INFORMATION GIVEN ▸
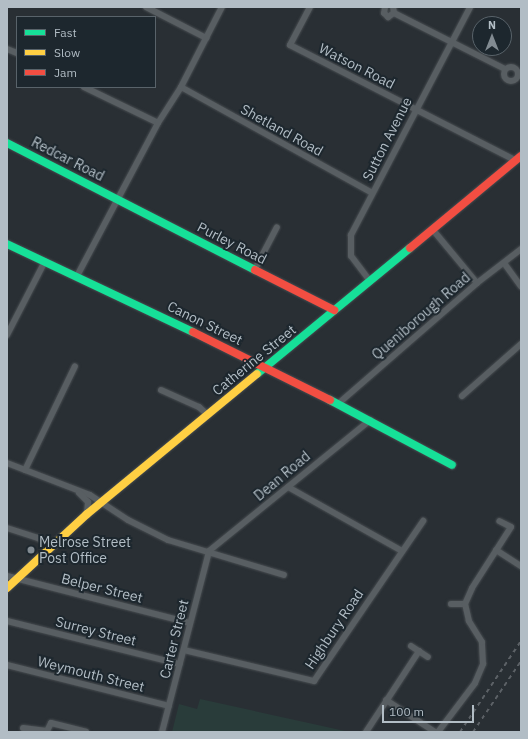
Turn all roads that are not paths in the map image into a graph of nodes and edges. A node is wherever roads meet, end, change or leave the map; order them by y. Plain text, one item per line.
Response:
1 (146, 7) edge
2 (222, 7) edge
3 (310, 7) edge
4 (385, 7) edge
5 (470, 7) edge
6 (394, 10) edge
7 (206, 38) junction
8 (450, 43) junction
9 (7, 48) edge
10 (16, 53) edge
11 (505, 69) dead end
12 (181, 87) junction
13 (86, 88) edge
14 (416, 110) junction
15 (158, 123) junction
16 (7, 143) edge
17 (518, 158) edge
18 (372, 193) junction
19 (118, 199) junction
20 (277, 227) dead end
21 (433, 230) junction
22 (7, 244) edge
23 (521, 249) edge
24 (45, 261) junction
25 (504, 263) junction
26 (255, 269) junction
27 (77, 276) junction
28 (370, 281) junction
29 (477, 283) junction
30 (521, 286) edge
31 (334, 310) junction
32 (7, 335) edge
33 (521, 344) edge
34 (75, 366) dead end
35 (267, 367) junction
36 (161, 390) dead end
37 (462, 396) dead end
38 (338, 403) junction
39 (208, 415) junction
40 (370, 420) junction
41 (7, 463) edge
42 (452, 465) dead end
43 (25, 470) junction
44 (288, 487) junction
45 (78, 492) junction
46 (101, 503) junction
47 (87, 514) junction
48 (423, 521) dead end
49 (498, 521) dead end
50 (7, 528) edge
51 (51, 545) junction
52 (496, 550) junction
53 (209, 551) junction
54 (402, 551) junction
55 (521, 566) edge
56 (284, 575) dead end
57 (7, 576) edge
58 (16, 579) junction
59 (7, 588) edge
60 (451, 604) dead end
61 (465, 604) junction
62 (7, 621) edge
63 (190, 623) junction
64 (411, 646) dead end
65 (184, 650) junction
66 (419, 651) junction
67 (428, 657) dead end
68 (180, 664) junction
69 (7, 665) edge
70 (386, 700) junction
71 (169, 706) junction
72 (24, 728) dead end
73 (368, 731) edge
74 (86, 732) edge
75 (162, 732) edge
76 (435, 732) edge
77 (438, 732) edge

1 - 7 street
2 - 7 street
3 - 14 street, Watson Road
4 - 6 street
5 - 8 street, Sutton Avenue
6 - 8 street
7 - 12 street
8 - 11 street
8 - 14 street, Sutton Avenue
9 - 10 street
12 - 15 street
12 - 18 street, Shetland Road
13 - 15 street
14 - 17 street, Watson Road
14 - 18 street, Sutton Avenue
15 - 19 street
16 - 19 street, Redcar Road
17 - 21 street, Catherine Street
18 - 28 street, Sutton Avenue
19 - 26 street, Purley Road
19 - 27 street
20 - 26 street
21 - 28 street, Catherine Street
21 - 29 street
22 - 24 street, Canon Street
23 - 25 street, Queniborough Road
24 - 27 street, Canon Street
24 - 32 street
25 - 29 street, Queniborough Road
25 - 30 street
26 - 31 street, Purley Road
27 - 35 street, Canon Street
28 - 31 street, Catherine Street
29 - 38 street, Queniborough Road
31 - 35 street, Catherine Street
33 - 37 street
34 - 43 street
35 - 38 street, Canon Street
35 - 39 street, Catherine Street
36 - 39 street
38 - 40 street, Canon Street
39 - 46 street, Catherine Street
40 - 42 street, Canon Street
40 - 44 street, Dean Road
41 - 43 street
43 - 45 street
44 - 53 street, Dean Road
44 - 54 street
45 - 46 street
45 - 47 street
46 - 47 street, Catherine Street
46 - 53 street
47 - 51 street, Catherine Street
48 - 54 street, Highbury Road
49 - 52 street
50 - 51 street
51 - 58 street, Catherine Street
52 - 55 street
52 - 61 street
53 - 56 street
53 - 63 street, Carter Street
54 - 65 street, Highbury Road
57 - 58 street, Belper Street
58 - 59 street, Catherine Street
58 - 63 street, Belper Street
60 - 61 street
61 - 77 street
62 - 68 street, Surrey Street
63 - 65 street, Carter Street
64 - 66 street
65 - 68 street, Carter Street
66 - 67 street
66 - 70 street
68 - 71 street, Carter Street
69 - 71 street, Weymouth Street
70 - 73 street
70 - 76 street
71 - 75 street, Carter Street
72 - 74 street

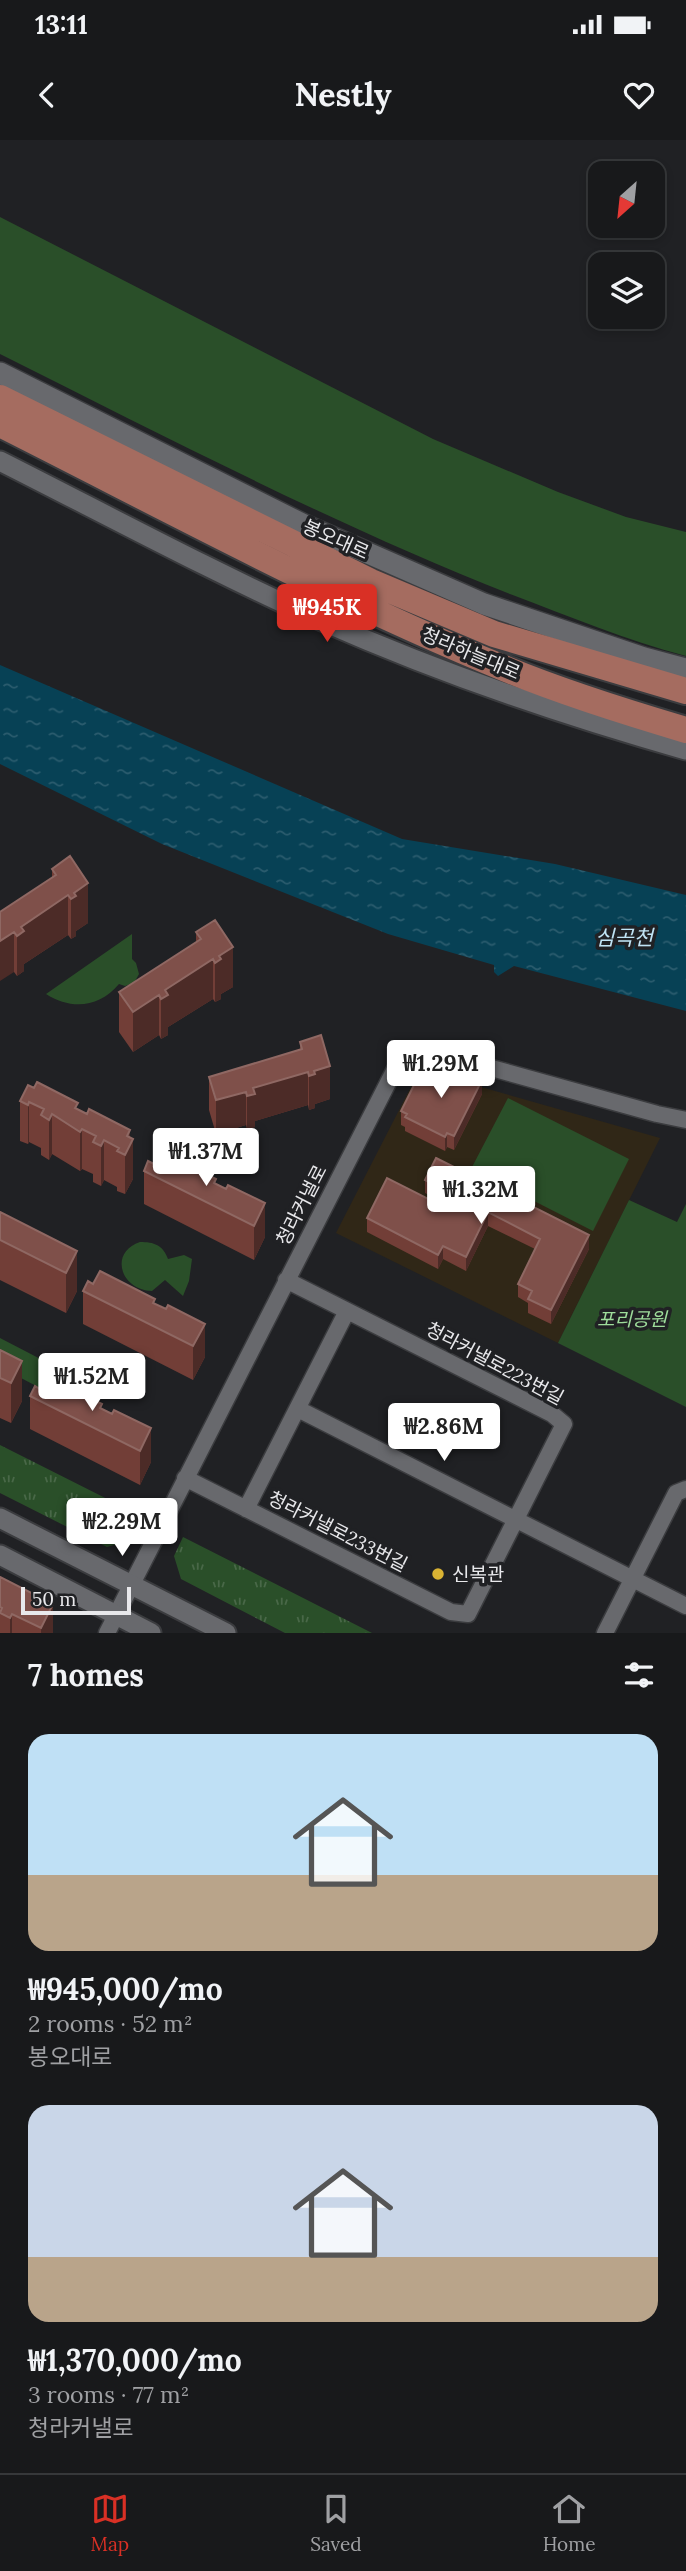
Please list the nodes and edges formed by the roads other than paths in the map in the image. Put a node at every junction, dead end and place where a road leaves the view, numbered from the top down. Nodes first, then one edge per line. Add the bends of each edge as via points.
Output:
1 (0, 373) edge
2 (0, 398) edge
3 (0, 425) edge
4 (0, 461) edge
5 (686, 669) edge
6 (686, 691) edge
7 (681, 729) edge
8 (686, 750) edge
9 (686, 1120) edge
10 (286, 1280) junction
11 (347, 1311) junction
12 (298, 1409) junction
13 (185, 1478) junction
14 (686, 1489) edge
15 (246, 1509) junction
16 (0, 1518) edge
17 (514, 1520) junction
18 (0, 1555) edge
19 (632, 1579) junction
20 (132, 1585) junction
21 (686, 1606) edge
22 (117, 1614) junction
23 (107, 1633) edge
24 (151, 1633) edge
25 (226, 1633) edge
26 (605, 1633) edge

1 - 5 main road, 봉오대로 via 304,525 484,604
2 - 6 highway, 청라하늘대로 via 371,582 494,634
3 - 7 highway, 청라하늘대로 via 365,607 507,669
4 - 8 street via 323,621 501,692
9 - 10 street, 청라커낼로 via 441,1054 416,1053 395,1069
10 - 11 street, 청라커낼로223번길
10 - 13 street, 청라커낼로
11 - 12 street
11 - 17 street, 청라커낼로223번길 via 564,1424
12 - 15 street, 청라커낼로233번길
12 - 17 street
13 - 15 street, 청라커낼로233번길
13 - 20 street, 청라커낼로
14 - 19 street via 676,1493
15 - 17 street, 청라커낼로233번길 via 451,1612 468,1615
16 - 20 street
17 - 19 street
18 - 22 street
19 - 21 street
19 - 26 street
20 - 22 street, 청라커낼로
20 - 25 street
22 - 23 street, 청라커낼로
22 - 24 street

YOUR TASK ▸ A faithful copy of all the lines above is needed, with the pictures omitted.

SOLUTION BELOW ▸
Turn all roads that are not paths in the map image into a graph of nodes and edges. A node is wherever roads meet, end, change or leave the map; order them by y. Plain text, one item per line.
Response:
1 (146, 7) edge
2 (222, 7) edge
3 (310, 7) edge
4 (385, 7) edge
5 (470, 7) edge
6 (394, 10) edge
7 (206, 38) junction
8 (450, 43) junction
9 (7, 48) edge
10 (16, 53) edge
11 (505, 69) dead end
12 (181, 87) junction
13 (86, 88) edge
14 (416, 110) junction
15 (158, 123) junction
16 (7, 143) edge
17 (518, 158) edge
18 (372, 193) junction
19 (118, 199) junction
20 (277, 227) dead end
21 (433, 230) junction
22 (7, 244) edge
23 (521, 249) edge
24 (45, 261) junction
25 (504, 263) junction
26 (255, 269) junction
27 (77, 276) junction
28 (370, 281) junction
29 (477, 283) junction
30 (521, 286) edge
31 (334, 310) junction
32 (7, 335) edge
33 (521, 344) edge
34 (75, 366) dead end
35 (267, 367) junction
36 (161, 390) dead end
37 (462, 396) dead end
38 (338, 403) junction
39 (208, 415) junction
40 (370, 420) junction
41 (7, 463) edge
42 (452, 465) dead end
43 (25, 470) junction
44 (288, 487) junction
45 (78, 492) junction
46 (101, 503) junction
47 (87, 514) junction
48 (423, 521) dead end
49 (498, 521) dead end
50 (7, 528) edge
51 (51, 545) junction
52 (496, 550) junction
53 (209, 551) junction
54 (402, 551) junction
55 (521, 566) edge
56 (284, 575) dead end
57 (7, 576) edge
58 (16, 579) junction
59 (7, 588) edge
60 (451, 604) dead end
61 (465, 604) junction
62 (7, 621) edge
63 (190, 623) junction
64 (411, 646) dead end
65 (184, 650) junction
66 (419, 651) junction
67 (428, 657) dead end
68 (180, 664) junction
69 (7, 665) edge
70 (386, 700) junction
71 (169, 706) junction
72 (24, 728) dead end
73 (368, 731) edge
74 (86, 732) edge
75 (162, 732) edge
76 (435, 732) edge
77 (438, 732) edge

1 - 7 street
2 - 7 street
3 - 14 street, Watson Road
4 - 6 street
5 - 8 street, Sutton Avenue
6 - 8 street
7 - 12 street
8 - 11 street
8 - 14 street, Sutton Avenue
9 - 10 street
12 - 15 street
12 - 18 street, Shetland Road
13 - 15 street
14 - 17 street, Watson Road
14 - 18 street, Sutton Avenue
15 - 19 street
16 - 19 street, Redcar Road
17 - 21 street, Catherine Street
18 - 28 street, Sutton Avenue
19 - 26 street, Purley Road
19 - 27 street
20 - 26 street
21 - 28 street, Catherine Street
21 - 29 street
22 - 24 street, Canon Street
23 - 25 street, Queniborough Road
24 - 27 street, Canon Street
24 - 32 street
25 - 29 street, Queniborough Road
25 - 30 street
26 - 31 street, Purley Road
27 - 35 street, Canon Street
28 - 31 street, Catherine Street
29 - 38 street, Queniborough Road
31 - 35 street, Catherine Street
33 - 37 street
34 - 43 street
35 - 38 street, Canon Street
35 - 39 street, Catherine Street
36 - 39 street
38 - 40 street, Canon Street
39 - 46 street, Catherine Street
40 - 42 street, Canon Street
40 - 44 street, Dean Road
41 - 43 street
43 - 45 street
44 - 53 street, Dean Road
44 - 54 street
45 - 46 street
45 - 47 street
46 - 47 street, Catherine Street
46 - 53 street
47 - 51 street, Catherine Street
48 - 54 street, Highbury Road
49 - 52 street
50 - 51 street
51 - 58 street, Catherine Street
52 - 55 street
52 - 61 street
53 - 56 street
53 - 63 street, Carter Street
54 - 65 street, Highbury Road
57 - 58 street, Belper Street
58 - 59 street, Catherine Street
58 - 63 street, Belper Street
60 - 61 street
61 - 77 street
62 - 68 street, Surrey Street
63 - 65 street, Carter Street
64 - 66 street
65 - 68 street, Carter Street
66 - 67 street
66 - 70 street
68 - 71 street, Carter Street
69 - 71 street, Weymouth Street
70 - 73 street
70 - 76 street
71 - 75 street, Carter Street
72 - 74 street

Please list the nodes and edges formed by the roads other than paths in the map in the image. Put a node at every junction, dead end and place where a road leaves the view, numbered from the top down. Nodes first, then one edge per line. Add the bends of each edge as via points.
Output:
1 (0, 373) edge
2 (0, 398) edge
3 (0, 425) edge
4 (0, 461) edge
5 (686, 669) edge
6 (686, 691) edge
7 (681, 729) edge
8 (686, 750) edge
9 (686, 1120) edge
10 (286, 1280) junction
11 (347, 1311) junction
12 (298, 1409) junction
13 (185, 1478) junction
14 (686, 1489) edge
15 (246, 1509) junction
16 (0, 1518) edge
17 (514, 1520) junction
18 (0, 1555) edge
19 (632, 1579) junction
20 (132, 1585) junction
21 (686, 1606) edge
22 (117, 1614) junction
23 (107, 1633) edge
24 (151, 1633) edge
25 (226, 1633) edge
26 (605, 1633) edge

1 - 5 main road, 봉오대로 via 304,525 484,604
2 - 6 highway, 청라하늘대로 via 371,582 494,634
3 - 7 highway, 청라하늘대로 via 365,607 507,669
4 - 8 street via 323,621 501,692
9 - 10 street, 청라커낼로 via 441,1054 416,1053 395,1069
10 - 11 street, 청라커낼로223번길
10 - 13 street, 청라커낼로
11 - 12 street
11 - 17 street, 청라커낼로223번길 via 564,1424
12 - 15 street, 청라커낼로233번길
12 - 17 street
13 - 15 street, 청라커낼로233번길
13 - 20 street, 청라커낼로
14 - 19 street via 676,1493
15 - 17 street, 청라커낼로233번길 via 451,1612 468,1615
16 - 20 street
17 - 19 street
18 - 22 street
19 - 21 street
19 - 26 street
20 - 22 street, 청라커낼로
20 - 25 street
22 - 23 street, 청라커낼로
22 - 24 street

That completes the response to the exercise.